**Directions for this task:** Check the records below line by line, and report how many lines include the string "roads". No other words are needed.

**Data for analysis:**
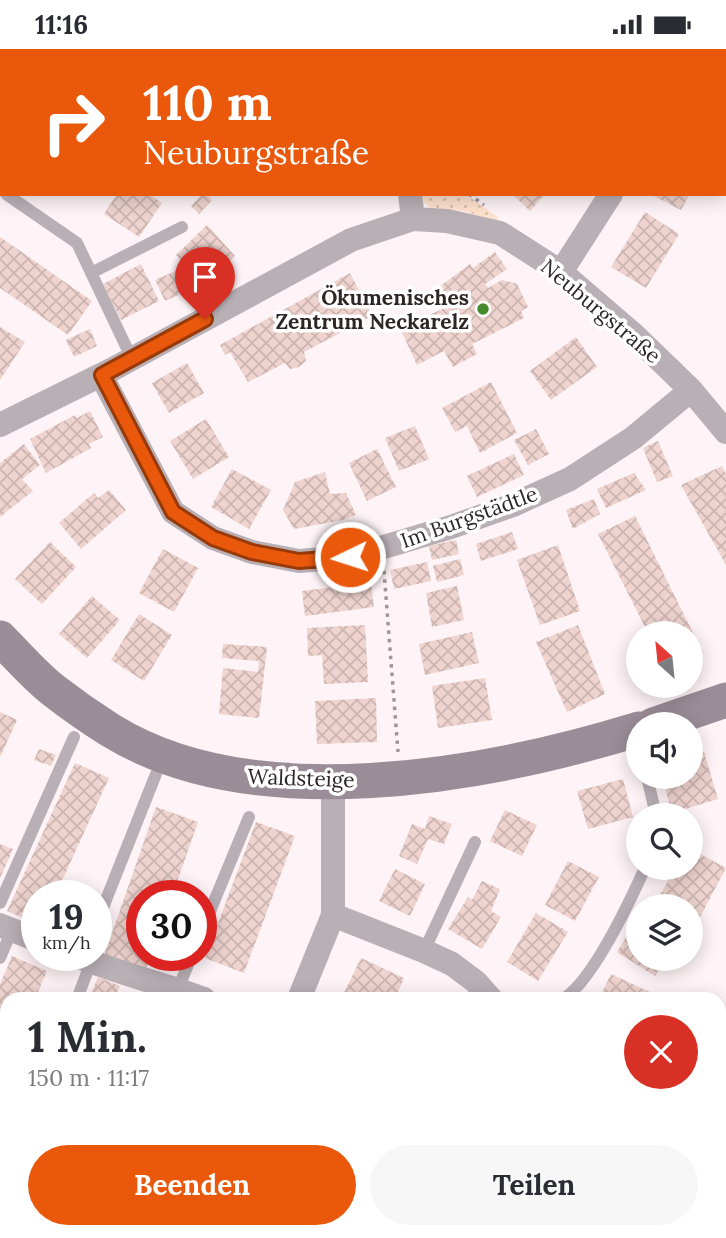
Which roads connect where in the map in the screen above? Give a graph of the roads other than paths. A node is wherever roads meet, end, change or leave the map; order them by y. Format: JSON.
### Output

==

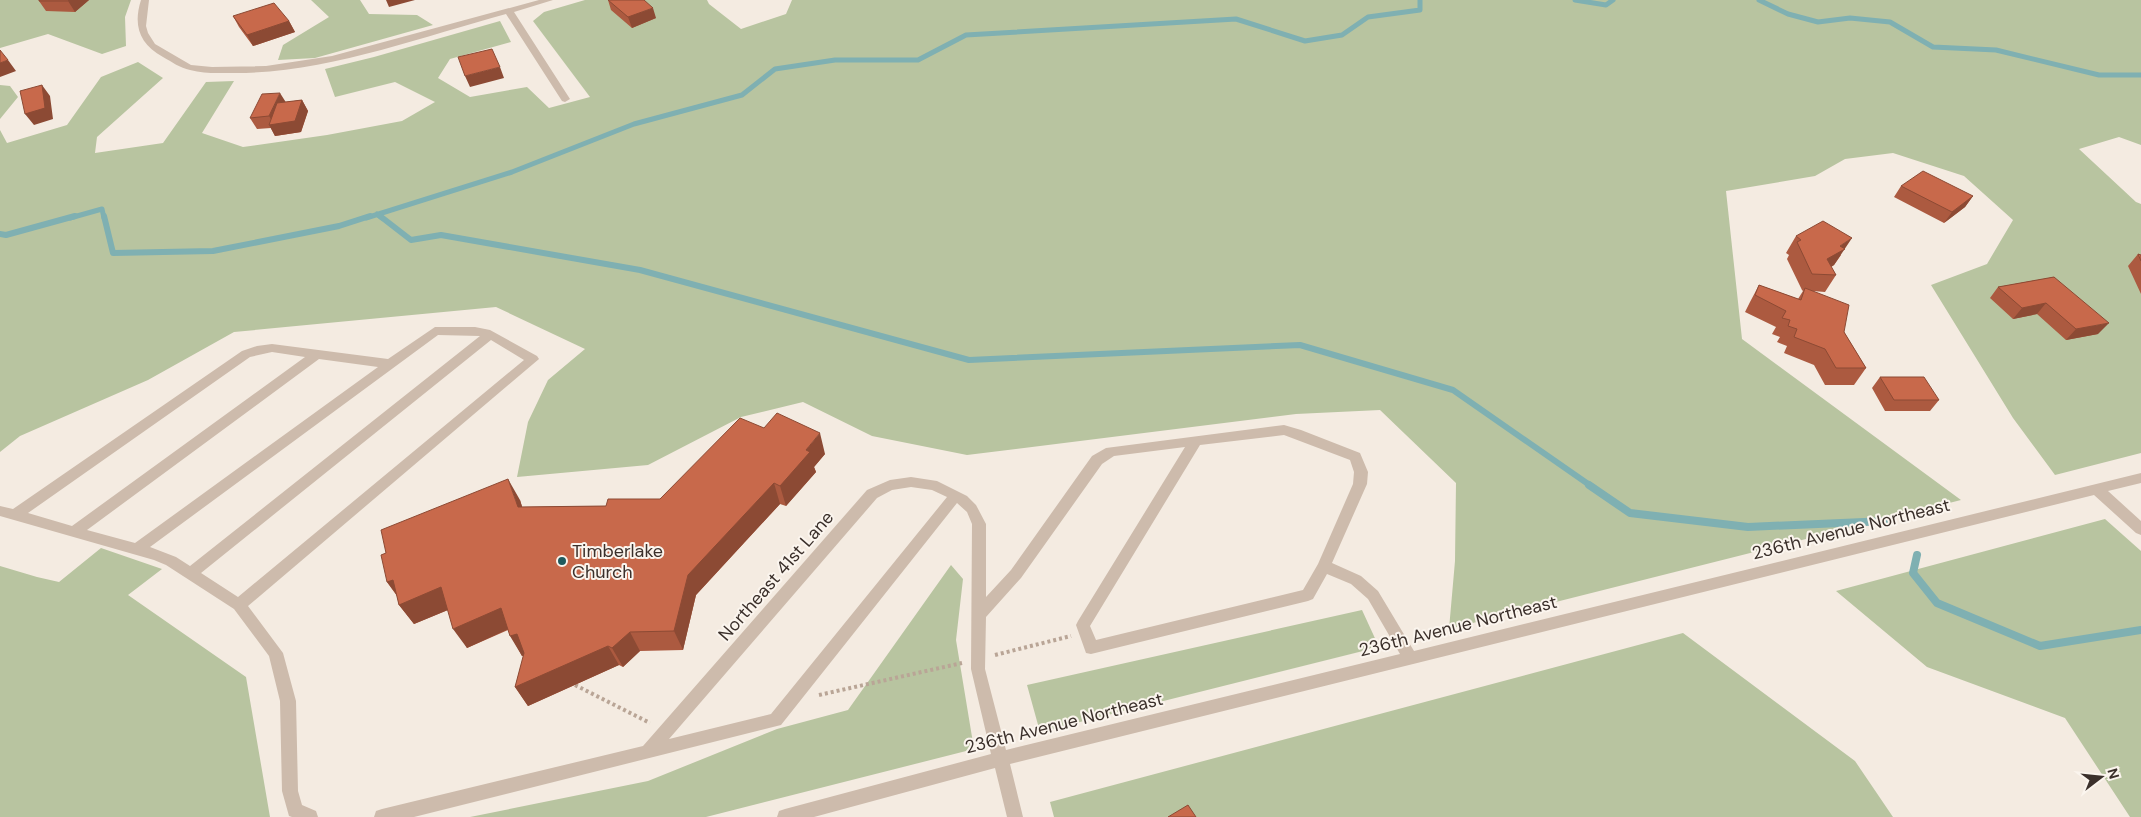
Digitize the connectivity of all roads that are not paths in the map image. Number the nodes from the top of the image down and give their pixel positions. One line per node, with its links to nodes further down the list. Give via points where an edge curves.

**Task response:** 2